Property assessment - the process of placing a dollar value on property for taxation purposes. Provincial legislation requires that an annual market value assessment be prepared for all properties (the valuation date is July 1, of the year preceding the tax year) and that the condition of the property be recorded (the condition date is December 31 of the year preceding the tax year).

Property taxation - the process of calculating a tax by multiplying the assessment by a tax rate. 

Property tax year - January 1 - December 31. Taxes are due the last business day of June in the current year. 

Budget - property tax revenue is required to pay for municipal programs and services. Budgets are also determined every year for library, Heartland Housing Foundation and education.

Tax rate - calculated based on the amount of property tax revenue that is required to support municipal operations (the property tax revenue requirement divided by total County assessment).

Per property share of tax - each property assessment multiplied by a tax rate.
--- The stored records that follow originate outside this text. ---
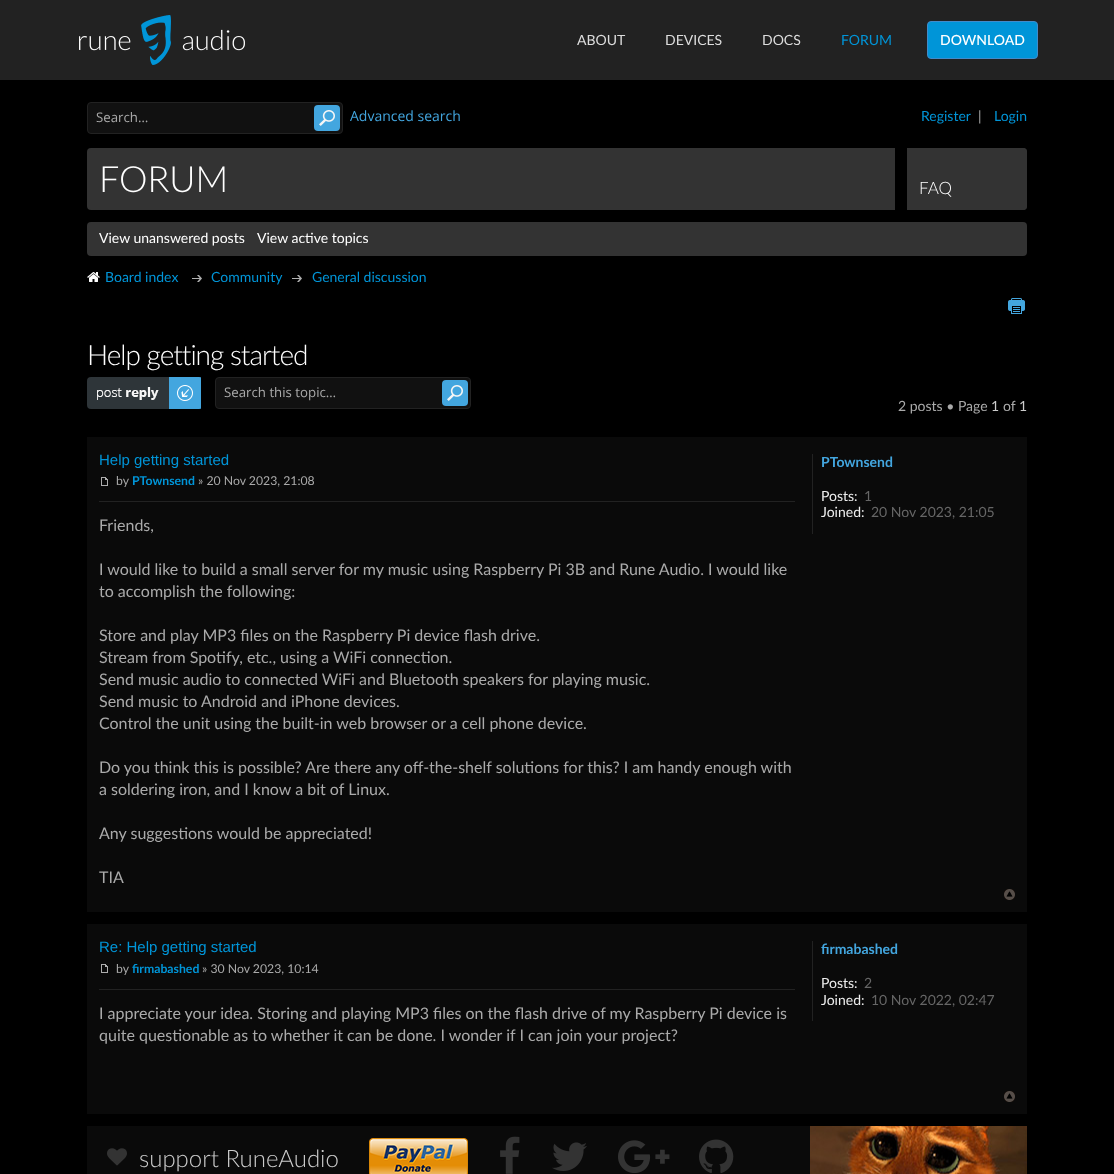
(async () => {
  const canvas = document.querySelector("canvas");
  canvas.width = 1114;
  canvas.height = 1174;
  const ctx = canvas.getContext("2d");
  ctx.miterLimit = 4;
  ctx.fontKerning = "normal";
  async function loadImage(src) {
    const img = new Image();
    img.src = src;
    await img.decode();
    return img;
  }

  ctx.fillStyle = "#000000";
  ctx.fillRect(0, 0, 1114, 1174);
  ctx.fillStyle = "#222222";
  ctx.fillRect(0, 0, 1114, 80);
  ctx.drawImage(await loadImage("img/1.png"), 79, 15, 166, 50);
  ctx.fillStyle = "#0095d8";
  ctx.beginPath();
  ctx.roundRect(927.5, 21.5, 110, 37, 3.5);
  ctx.fill();
  ctx.strokeStyle = "#428bca";
  ctx.stroke();
  ctx.fillStyle = "#111111";
  ctx.beginPath();
  ctx.roundRect(87.5, 102.5, 255, 31, 3.5);
  ctx.fill();
  ctx.strokeStyle = "#222222";
  ctx.stroke();
  ctx.drawImage(await loadImage("img/2.png"), 314, 105, 26, 26);
  ctx.fillStyle = "#333333";
  ctx.beginPath();
  ctx.roundRect(87, 148, 940, 62, 4);
  ctx.fill();
  ctx.fillStyle = "#000000";
  ctx.fillRect(895, 148, 12, 62);
  ctx.fillStyle = "#333333";
  ctx.beginPath();
  ctx.roundRect(907, 148, 120, 62, [0, 4, 4, 0]);
  ctx.fill();
  ctx.beginPath();
  ctx.roundRect(87, 222, 940, 34, 4);
  ctx.fill();
  ctx.drawImage(await loadImage("img/3.png"), 87, 272, 13, 10);
  ctx.drawImage(await loadImage("img/4.png"), 192, 275, 10, 7);
  ctx.drawImage(await loadImage("img/4.png"), 292, 275, 10, 7);
  ctx.drawImage(await loadImage("img/5.png"), 1008, 298, 17, 16);
  ctx.drawImage(await loadImage("img/6.png"), 87, 377, 114, 32);
  ctx.fillStyle = "#111111";
  ctx.beginPath();
  ctx.roundRect(215.5, 377.5, 255, 31, 3.5);
  ctx.fill();
  ctx.stroke();
  ctx.drawImage(await loadImage("img/2.png"), 442, 380, 26, 26);
  ctx.fillStyle = "#0a0a0a";
  ctx.fillRect(87, 437, 940, 475);
  ctx.drawImage(await loadImage("img/7.png"), 101, 477, 7, 9);
  ctx.fillStyle = "#222222";
  ctx.fillRect(99, 501, 696, 1);
  ctx.fillRect(812, 454, 1, 80);
  ctx.drawImage(await loadImage("img/8.png"), 1004, 889, 11, 11);
  ctx.fillStyle = "#0a0a0a";
  ctx.fillRect(87, 924, 940, 190);
  ctx.drawImage(await loadImage("img/7.png"), 101, 964, 7, 9);
  ctx.fillStyle = "#222222";
  ctx.fillRect(99, 989, 696, 1);
  ctx.fillRect(812, 941, 1, 80);
  ctx.drawImage(await loadImage("img/8.png"), 1004, 1091, 11, 11);
  ctx.drawImage(await loadImage("img/9.png"), 810, 1126, 217, 48);
  ctx.fillStyle = "#0a0a0a";
  ctx.fillRect(87, 1126, 723, 48);
  ctx.drawImage(await loadImage("img/10.png"), 107, 1148, 20, 18);
  ctx.drawImage(await loadImage("img/11.png"), 369, 1138, 99, 36);
  ctx.drawImage(await loadImage("img/12.png"), 500, 1136, 20, 38);
  ctx.drawImage(await loadImage("img/13.png"), 552, 1142, 35, 29);
  ctx.drawImage(await loadImage("img/14.png"), 618, 1140, 52, 33);
  ctx.drawImage(await loadImage("img/15.png"), 699, 1139, 35, 34);
  ctx.font = "14px Lato";
  ctx.fillStyle = "#dddddd";
  for (const [text, x, y] of [
    ["ABOUT", 577, 45],
    ["DEVICES", 665, 45],
    ["DOCS", 762, 45],
  ]) {
    ctx.fillText(text, x, y);
  }
  ctx.fillStyle = "#0095d8";
  ctx.fillText("FORUM", 841, 45);
  ctx.font = "500 14px Lato";
  ctx.fillStyle = "#ffffff";
  ctx.fillText("DOWNLOAD", 940, 45);
  ctx.font = "13.25px Open Sans";
  ctx.fillStyle = "#aaaaaa";
  ctx.fillText("Search…", 96, 122);
  ctx.font = "14px Open Sans";
  ctx.fillStyle = "#43a6df";
  ctx.fillText("Advanced search", 350, 121);
  ctx.font = "14px Lato";
  ctx.fillStyle = "#0095d8";
  ctx.fillText("Register", 921, 121);
  ctx.fillStyle = "#aaaaaa";
  ctx.fillText("|", 978, 121);
  ctx.fillStyle = "#0095d8";
  ctx.fillText("Login", 994, 121);
  ctx.font = "300 36px Lato";
  ctx.fillStyle = "#ffffff";
  ctx.fillText("FORUM", 99, 192);
  ctx.font = "300 17px Lato";
  ctx.fillText("FAQ", 919, 194);
  ctx.font = "14px Lato";
  ctx.fillText("View unanswered posts", 99, 243);
  ctx.fillText("View active topics", 257, 243);
  ctx.fillStyle = "#0095d8";
  for (const [text, x, y] of [
    ["Board index", 105, 282],
    ["Community", 211, 282],
    ["General discussion", 312, 282],
  ]) {
    ctx.fillText(text, x, y);
  }
  ctx.letterSpacing = "-1px";
  ctx.font = "300 28px Lato";
  ctx.fillStyle = "#ffffff";
  ctx.fillText("Help getting started", 87, 365);
  ctx.letterSpacing = "0px";
  ctx.font = "13.25px Open Sans";
  ctx.fillStyle = "#aaaaaa";
  ctx.fillText("Search this topic…", 224, 397);
  ctx.font = "14px Lato";
  ctx.fillText("2 posts • Page", 898, 411);
  ctx.fillStyle = "#cccccc";
  ctx.fillText("1", 991, 411);
  ctx.fillStyle = "#aaaaaa";
  ctx.fillText("of", 1003, 411);
  ctx.fillStyle = "#cccccc";
  ctx.fillText("1", 1019, 411);
  ctx.font = "15px Liberation Sans";
  ctx.fillStyle = "#0095d8";
  ctx.fillText("Help getting started", 99, 465);
  ctx.font = "12.25px Lato";
  ctx.fillStyle = "#aaaaaa";
  ctx.fillText("by", 116, 485);
  ctx.font = "bold 12.25px Lato";
  ctx.fillStyle = "#0095d8";
  ctx.fillText("PTownsend", 132, 485);
  ctx.font = "12.25px Lato";
  ctx.fillStyle = "#aaaaaa";
  ctx.fillText("» 20 Nov 2023, 21:08", 198, 485);
  ctx.font = "16px Lato";
  for (const [text, x, y] of [
    ["Friends,", 99, 531],
    ["I would like to build a small server for my music using Raspberry Pi 3B and Rune Audio. I would like", 99, 575],
    ["to accomplish the following:", 99, 597],
    ["Store and play MP3 files on the Raspberry Pi device flash drive.", 99, 641],
    ["Stream from Spotify, etc., using a WiFi connection.", 99, 663],
    ["Send music audio to connected WiFi and Bluetooth speakers for playing music.", 99, 685],
    ["Send music to Android and iPhone devices.", 99, 707],
    ["Control the unit using the built-in web browser or a cell phone device.", 99, 729],
    ["Do you think this is possible? Are there any off-the-shelf solutions for this? I am handy enough with", 99, 773],
    ["a soldering iron, and I know a bit of Linux.", 99, 795],
    ["Any suggestions would be appreciated!", 99, 839],
    ["TIA", 99, 883],
  ]) {
    ctx.fillText(text, x, y);
  }
  ctx.font = "bold 14px Lato";
  ctx.fillStyle = "#43a6df";
  ctx.fillText("PTownsend", 821, 467);
  ctx.font = "14px Lato";
  ctx.fillStyle = "#eeeeee";
  ctx.fillText("Posts:", 821, 501);
  ctx.fillStyle = "#666666";
  ctx.fillText("1", 864, 501);
  ctx.fillStyle = "#eeeeee";
  ctx.fillText("Joined:", 821, 517);
  ctx.fillStyle = "#666666";
  ctx.fillText("20 Nov 2023, 21:05", 871, 517);
  ctx.font = "15px Liberation Sans";
  ctx.fillStyle = "#0095d8";
  ctx.fillText("Re: Help getting started", 99, 952);
  ctx.font = "12.25px Lato";
  ctx.fillStyle = "#aaaaaa";
  ctx.fillText("by", 116, 973);
  ctx.font = "bold 12.25px Lato";
  ctx.fillStyle = "#0095d8";
  ctx.fillText("firmabashed", 132, 973);
  ctx.font = "12.25px Lato";
  ctx.fillStyle = "#aaaaaa";
  ctx.fillText("» 30 Nov 2023, 10:14", 202, 973);
  ctx.font = "16px Lato";
  ctx.fillText("I appreciate your idea. Storing and playing MP3 files on the flash drive of my Raspberry Pi device is", 99, 1019);
  ctx.fillText("quite questionable as to whether it can be done. I wonder if I can join your project?", 99, 1041);
  ctx.font = "bold 14px Lato";
  ctx.fillStyle = "#43a6df";
  ctx.fillText("firmabashed", 821, 954);
  ctx.font = "14px Lato";
  ctx.fillStyle = "#eeeeee";
  ctx.fillText("Posts:", 821, 988);
  ctx.fillStyle = "#666666";
  ctx.fillText("2", 864, 988);
  ctx.fillStyle = "#eeeeee";
  ctx.fillText("Joined:", 821, 1005);
  ctx.fillStyle = "#666666";
  ctx.fillText("10 Nov 2022, 02:47", 871, 1005);
  ctx.font = "300 24px Lato";
  ctx.fillStyle = "#cccccc";
  ctx.fillText("support RuneAudio", 139, 1167);
})();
A property's share of tax changes each year, for a combination of two reasons:

  1. There is a change in annual budget requirements for municipal operating, library operating, Heartland Housing Foundation requisition and education requisition.
  2. A particular property assessment (market value) changed more or less than the average. In the case of residential properties, average residential market values increased by approximately 1.5 per cent (July 1, 2014 to July 1, 2015). If your residential assessment increased more than 1.5 per cent, you will generally have a total 2016 tax increase greater than the average.